++++ Available data ++++
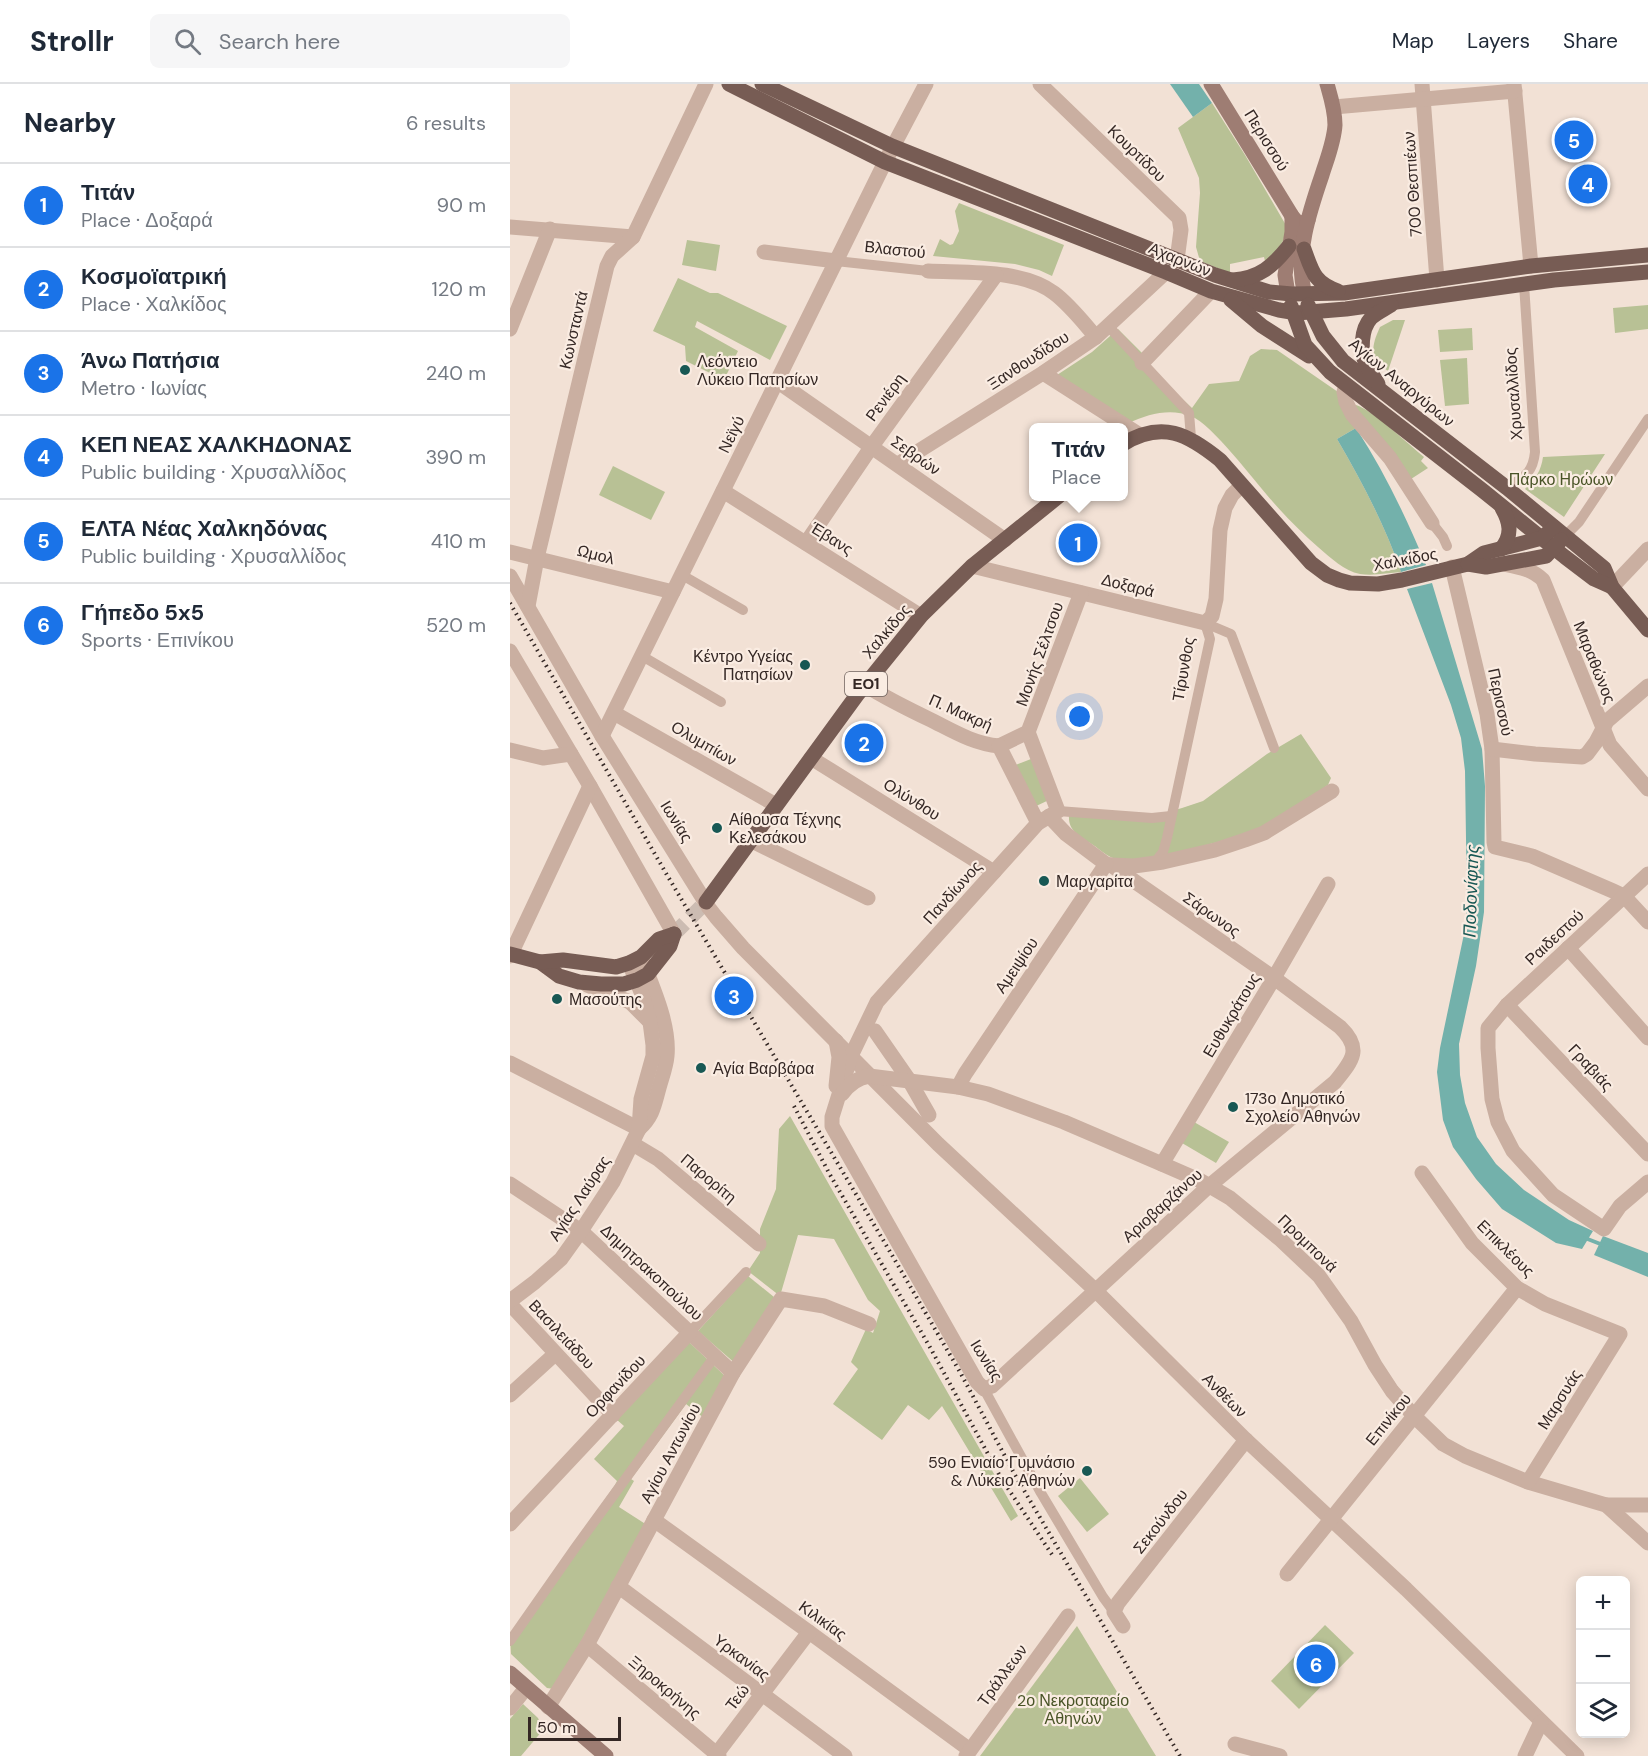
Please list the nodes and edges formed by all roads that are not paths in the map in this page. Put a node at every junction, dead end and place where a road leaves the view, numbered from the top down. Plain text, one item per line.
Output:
1 (706, 84) edge
2 (729, 84) edge
3 (762, 84) edge
4 (926, 84) edge
5 (1040, 84) edge
6 (1211, 84) edge
7 (1327, 84) edge
8 (1514, 87) edge
9 (1422, 91) edge
10 (1334, 107) junction
11 (892, 146) junction
12 (885, 162) junction
13 (1292, 216) junction
14 (1308, 220) junction
15 (510, 227) edge
16 (550, 230) junction
17 (633, 237) junction
18 (1297, 247) junction
19 (764, 252) dead end
20 (1648, 255) edge
21 (1177, 260) junction
22 (836, 261) junction
23 (1531, 266) junction
24 (928, 271) joint
25 (1166, 272) junction
26 (1648, 272) edge
27 (996, 274) junction
28 (1228, 280) junction
29 (1437, 280) junction
30 (1524, 284) junction
31 (1211, 291) junction
32 (1344, 293) junction
33 (1288, 294) junction
34 (1305, 294) junction
35 (1227, 296) junction
36 (1395, 302) junction
37 (1294, 312) junction
38 (1312, 313) junction
39 (1108, 326) junction
40 (510, 329) edge
41 (1096, 337) junction
42 (1319, 362) junction
43 (1142, 363) junction
44 (1043, 373) junction
45 (777, 381) junction
46 (1346, 385) junction
47 (1383, 392) junction
48 (1648, 419) edge
49 (1121, 423) edge
50 (1128, 427) edge
51 (1140, 435) junction
52 (1191, 438) junction
53 (1128, 441) edge
54 (872, 446) junction
55 (898, 464) junction
56 (1241, 486) junction
57 (1507, 488) junction
58 (723, 491) junction
59 (1053, 501) edge
60 (1500, 505) junction
61 (1432, 523) joint
62 (1559, 531) junction
63 (1005, 540) junction
64 (806, 543) junction
65 (1548, 543) junction
66 (1648, 549) edge
67 (510, 552) edge
68 (1502, 556) junction
69 (1450, 557) junction
70 (537, 558) junction
71 (972, 566) junction
72 (682, 575) junction
73 (510, 576) edge
74 (1611, 587) junction
75 (673, 592) junction
76 (1081, 592) junction
77 (528, 606) junction
78 (743, 610) dead end
79 (921, 616) junction
80 (1205, 623) junction
81 (1648, 630) edge
82 (510, 651) edge
83 (642, 656) junction
84 (865, 685) junction
85 (1648, 686) edge
86 (721, 702) dead end
87 (614, 713) junction
88 (1603, 729) junction
89 (1028, 732) junction
90 (602, 736) junction
91 (999, 746) junction
92 (1274, 748) dead end
93 (1492, 749) junction
94 (510, 750) edge
95 (571, 754) junction
96 (811, 758) junction
97 (590, 786) junction
98 (1648, 789) edge
99 (1332, 791) dead end
100 (776, 805) junction
101 (1171, 816) junction
102 (1048, 817) junction
103 (750, 840) junction
104 (1163, 862) junction
105 (1108, 864) junction
106 (994, 872) junction
107 (1648, 874) edge
108 (1328, 884) dead end
109 (1624, 897) junction
110 (868, 898) dead end
111 (706, 902) junction
112 (1648, 922) edge
113 (674, 934) junction
114 (1568, 948) junction
115 (510, 955) edge
116 (635, 960) junction
117 (540, 962) junction
118 (642, 977) junction
119 (1274, 978) junction
120 (579, 982) junction
121 (877, 1002) junction
122 (1507, 1005) junction
123 (650, 1022) junction
124 (875, 1031) junction
125 (1648, 1038) edge
126 (836, 1041) junction
127 (1353, 1044) joint
128 (851, 1056) junction
129 (510, 1063) edge
130 (869, 1076) junction
131 (909, 1080) junction
132 (951, 1087) junction
133 (839, 1097) junction
134 (929, 1115) junction
135 (832, 1126) joint
136 (639, 1129) junction
137 (633, 1144) junction
138 (938, 1144) junction
139 (1648, 1154) edge
140 (1162, 1164) junction
141 (1422, 1173) dead end
142 (1648, 1182) edge
143 (510, 1185) edge
144 (1209, 1186) junction
145 (581, 1231) junction
146 (759, 1244) dead end
147 (746, 1272) dead end
148 (1517, 1288) junction
149 (1095, 1290) junction
150 (510, 1302) edge
151 (870, 1324) dead end
152 (690, 1332) junction
153 (1620, 1334) joint
154 (555, 1354) junction
155 (715, 1356) junction
156 (733, 1373) junction
157 (984, 1389) junction
158 (510, 1395) edge
159 (613, 1414) junction
160 (1414, 1416) junction
161 (1246, 1440) junction
162 (1528, 1482) junction
163 (1606, 1505) junction
164 (1648, 1505) edge
165 (1330, 1519) junction
166 (654, 1520) junction
167 (510, 1524) edge
168 (1648, 1543) edge
169 (1287, 1574) dead end
170 (618, 1586) junction
171 (1114, 1612) junction
172 (1068, 1616) dead end
173 (1123, 1626) dead end
174 (809, 1632) junction
175 (510, 1641) edge
176 (587, 1645) junction
177 (510, 1673) edge
178 (526, 1688) junction
179 (762, 1694) junction
180 (548, 1707) junction
181 (510, 1708) edge
182 (1541, 1722) junction
183 (1235, 1744) dead end
184 (968, 1753) edge
185 (604, 1755) edge
186 (717, 1755) edge
187 (845, 1756) edge
188 (1280, 1756) edge
189 (1525, 1756) edge
190 (1577, 1756) edge

1 - 17 street, Κωνσταντά
2 - 12 main road, Αχαρνών
3 - 11 main road, Αχαρνών
4 - 11 street, Νεϊγύ
5 - 21 street, Κουρτίδου
6 - 13 main road, Περισσού
7 - 10 main road, Αγίων Αναργύρων
8 - 9 street
8 - 23 street
9 - 10 street
9 - 29 street, 700 Θεσπιέων
10 - 14 main road, Αγίων Αναργύρων
11 - 12 street, Νεϊγύ
11 - 21 main road, Αχαρνών
12 - 22 street, Νεϊγύ
12 - 25 main road, Αχαρνών
13 - 14 main road
13 - 18 main road
14 - 18 main road, Αγίων Αναργύρων
15 - 16 street
16 - 17 street
16 - 40 street
17 - 70 street, Κωνσταντά
18 - 28 main road
18 - 32 main road
18 - 33 main road, Αγίων Αναργύρων
18 - 34 main road, Αγίων Αναργύρων
19 - 22 street, Βλαστού
20 - 23 main road, Αχαρνών
21 - 28 main road, Αχαρνών
22 - 24 street, Βλαστού
22 - 45 street, Νεϊγύ
23 - 29 main road, Αχαρνών
24 - 27 street, Βλαστού
25 - 31 main road, Αχαρνών
25 - 39 street, Ξανθουδίδου
26 - 30 main road, Αχαρνών
27 - 41 street, Βλαστού
27 - 54 street, Ρενιέρη
28 - 33 main road, Αχαρνών
29 - 32 main road, Αχαρνών
30 - 36 main road, Αχαρνών
30 - 57 street, Χρυσαλλίδος
31 - 35 main road, Αχαρνών
31 - 43 street
32 - 34 main road, Αχαρνών
33 - 34 main road, Αχαρνών
33 - 37 main road, Αγίων Αναργύρων
34 - 38 main road, Αγίων Αναργύρων
35 - 37 main road, Αχαρνών
35 - 42 main road
36 - 38 main road, Αχαρνών
36 - 47 main road
37 - 38 main road, Αχαρνών
37 - 42 main road, Αγίων Αναργύρων
38 - 47 main road, Αγίων Αναργύρων
39 - 41 street, Ξανθουδίδου
39 - 43 street
41 - 44 street, Ξανθουδίδου
42 - 46 main road, Αγίων Αναργύρων
43 - 52 street
44 - 49 street
44 - 55 street, Ξανθουδίδου
45 - 54 street, Σεβρών
45 - 58 street, Νεϊγύ
46 - 60 main road, Αγίων Αναργύρων
46 - 61 street
47 - 57 main road, Αγίων Αναργύρων
48 - 62 street
50 - 51 street
51 - 52 main road, Χαλκίδος
51 - 53 main road, Χαλκίδος
52 - 56 main road, Χαλκίδος
54 - 55 street, Σεβρών
54 - 64 street, Ρενιέρη
55 - 63 street, Σεβρών
56 - 69 main road, Χαλκίδος
56 - 80 street, Τίρυνθος
57 - 62 main road, Αγίων Αναργύρων
58 - 64 street, Έβανς
58 - 72 street, Νεϊγύ
59 - 63 main road, Χαλκίδος / ΕΟ1
60 - 65 main road, Αγίων Αναργύρων
60 - 68 main road
61 - 69 street
62 - 65 main road, Χαλκίδος
62 - 74 main road, Αγίων Αναργύρων
63 - 71 main road, Χαλκίδος / ΕΟ1
64 - 79 street, Έβανς
65 - 68 main road, Χαλκίδος
65 - 74 main road, Αγίων Αναργύρων
66 - 74 street
67 - 70 street, Ωμολ
68 - 69 main road, Χαλκίδος
68 - 88 street, Μαραθώνος
69 - 93 street, Περισσού
70 - 75 street, Ωμολ
70 - 77 street, Κωνσταντά
71 - 76 street, Δοξαρά
71 - 79 main road, Χαλκίδος / ΕΟ1
72 - 75 street, Νεϊγύ
72 - 78 street
73 - 77 street, Ιωνίας
74 - 81 main road
75 - 83 street, Νεϊγύ
76 - 80 street, Δοξαρά
76 - 89 street, Μονής Σέλτσου
77 - 90 street, Ιωνίας
79 - 84 main road, Χαλκίδος / ΕΟ1
80 - 92 street
80 - 101 street, Τίρυνθος
82 - 95 street
83 - 86 street
83 - 87 street, Νεϊγύ
84 - 91 street, Π. Μακρή
84 - 96 main road, Χαλκίδος / ΕΟ1
85 - 88 street
87 - 90 street, Νεϊγύ
87 - 100 street, Ολυμπίων
88 - 93 street
88 - 98 street, Μαραθώνος
89 - 91 street, Μονής Σέλτσου
89 - 102 street, Σάρωνος
90 - 111 street, Ιωνίας
91 - 102 street, Π. Μακρή
93 - 109 street, Περισσού
94 - 95 street
95 - 97 street
96 - 100 main road, Χαλκίδος / ΕΟ1
96 - 106 street, Ολύνθου
97 - 113 street
97 - 115 street
99 - 104 street
100 - 103 main road, Χαλκίδος / ΕΟ1
101 - 102 street
101 - 104 street, Τίρυνθος
102 - 105 street, Σάρωνος
102 - 106 street, Πανδίωνος
103 - 110 street
103 - 111 main road, Χαλκίδος / ΕΟ1
104 - 105 street
105 - 119 street, Σάρωνος
105 - 132 street, Αμειψίου
106 - 121 street, Πανδίωνος
107 - 109 street, Ραιδεστού
108 - 119 street, Ευθυκράτους
109 - 112 street
109 - 114 street, Ραιδεστού
111 - 126 street, Ιωνίας
113 - 116 main road
113 - 118 main road
114 - 122 street, Ραιδεστού
114 - 125 street
115 - 117 main road
116 - 117 main road
116 - 118 street, Αγίας Λαύρας
117 - 120 main road
118 - 120 main road
118 - 123 street, Αγίας Λαύρας
118 - 136 street, Αγίας Λαύρας
119 - 127 street, Σάρωνος
119 - 140 street, Ευθυκράτους
120 - 123 street
121 - 124 street
121 - 128 street, Πανδίωνος
122 - 139 street, Γραβιάς
122 - 142 street, Ραιδεστού
123 - 136 street, Αγίας Λαύρας
124 - 128 street, Πανδίωνος
124 - 131 street
126 - 128 street, Ιωνίας
126 - 133 street
127 - 144 street, Αριοβαρζάνου
128 - 130 street, Ανθέων
128 - 133 street, Πανδίωνος
129 - 136 street
130 - 131 street, Προμπονά
130 - 133 street
130 - 138 street, Ανθέων
131 - 132 street, Προμπονά
131 - 134 street
132 - 134 street, Αμειψίου
132 - 140 street, Προμπονά
133 - 135 street, Πανδίωνος
134 - 138 street
135 - 157 street, Ιωνίας
136 - 137 street, Αγίας Λαύρας
137 - 145 street, Αγίας Λαύρας
137 - 146 street, Παρορίτη
138 - 149 street, Ανθέων
140 - 144 street, Προμπονά
141 - 148 street, Επικλέους
143 - 145 street, Δημητρακοπούλου
144 - 149 street, Αριοβαρζάνου
144 - 160 street, Προμπονά
145 - 150 street, Αγίας Λαύρας
145 - 152 street, Δημητρακοπούλου
147 - 152 street, Ορφανίδου
148 - 153 street, Επικλέους
148 - 160 street, Επινίκου
149 - 157 street, Αριοβαρζάνου
149 - 161 street, Ανθέων
150 - 154 street, Βασιλειάδου
151 - 156 street, Αγίου Αντωνίου
152 - 155 street, Δημητρακοπούλου
152 - 159 street, Ορφανίδου
153 - 162 street, Μαρσυάς
154 - 158 street
154 - 159 street, Βασιλειάδου
155 - 156 street, Δημητρακοπούλου
155 - 175 street
156 - 166 street, Αγίου Αντωνίου
157 - 171 street, Ιωνίας
159 - 167 street, Ορφανίδου
160 - 162 street, Προμπονά
160 - 165 street, Επινίκου
161 - 165 street, Ανθέων
161 - 171 street, Σεκούνδου
162 - 163 street, Προμπονά
163 - 164 street
163 - 168 street, Προμπονά
165 - 169 street, Επινίκου
165 - 182 street, Ανθέων
166 - 170 street, Αγίου Αντωνίου
166 - 174 street, Κιλικίας
170 - 176 street, Αγίου Αντωνίου
170 - 179 street, Υρκανίας
171 - 173 street
172 - 184 street, Τράλλεων
174 - 179 street, Τεώ
174 - 184 street, Κιλικίας
176 - 180 street, Αγίου Αντωνίου
176 - 186 street, Ξηροκρήνης
177 - 178 main road
178 - 180 main road
178 - 181 street
179 - 186 street, Τεώ
179 - 187 street, Υρκανίας
180 - 185 main road
182 - 189 street
182 - 190 street, Ανθέων
183 - 188 street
++++
What is being asked: Filter the entries above down to the lines containing the word "Αντωνίου".

Problem solution:
151 - 156 street, Αγίου Αντωνίου
156 - 166 street, Αγίου Αντωνίου
166 - 170 street, Αγίου Αντωνίου
170 - 176 street, Αγίου Αντωνίου
176 - 180 street, Αγίου Αντωνίου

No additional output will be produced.